In model i) the right side of | specifies that observations are nested/grouped within SUBJECT, resulting in the estimation of a random intercept (that is, for each level of SUBJECT, that level's intercept's deviation from the fixed intercept). The left side of the | specifies that the interaction between A and B varies for each level of SUBJECT, that is, a random slope for the interaction. Normally this would be the deviation from the fixed estimate of the interaction.
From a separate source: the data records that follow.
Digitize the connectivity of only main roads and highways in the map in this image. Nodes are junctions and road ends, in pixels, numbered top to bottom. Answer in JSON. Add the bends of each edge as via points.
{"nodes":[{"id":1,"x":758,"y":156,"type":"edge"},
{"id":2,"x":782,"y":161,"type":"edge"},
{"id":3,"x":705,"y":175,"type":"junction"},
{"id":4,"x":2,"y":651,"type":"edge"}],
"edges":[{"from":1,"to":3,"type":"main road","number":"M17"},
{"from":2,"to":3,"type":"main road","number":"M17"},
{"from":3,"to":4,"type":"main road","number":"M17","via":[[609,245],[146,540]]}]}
However the fixed part of your model formula does not contain the interaction, so in this case it is the deviation from zero.

In model ii) you have the interaction between A and B as the grouping variable, resulting in a random intercept for the interaction, and a random slope for SUBJECT so that the effect of SUBJECT varies for each level of the interaction.

Both models will also estimate a correlation between the random slope deviations and random intercept deviations.

Note that model i) is a little strange because you don't have the interaction as a fixed effect. A more common situation would be to have one or both both main effects as fixed effects and random effects, and the interaction as a fixed effect, both, or not at all.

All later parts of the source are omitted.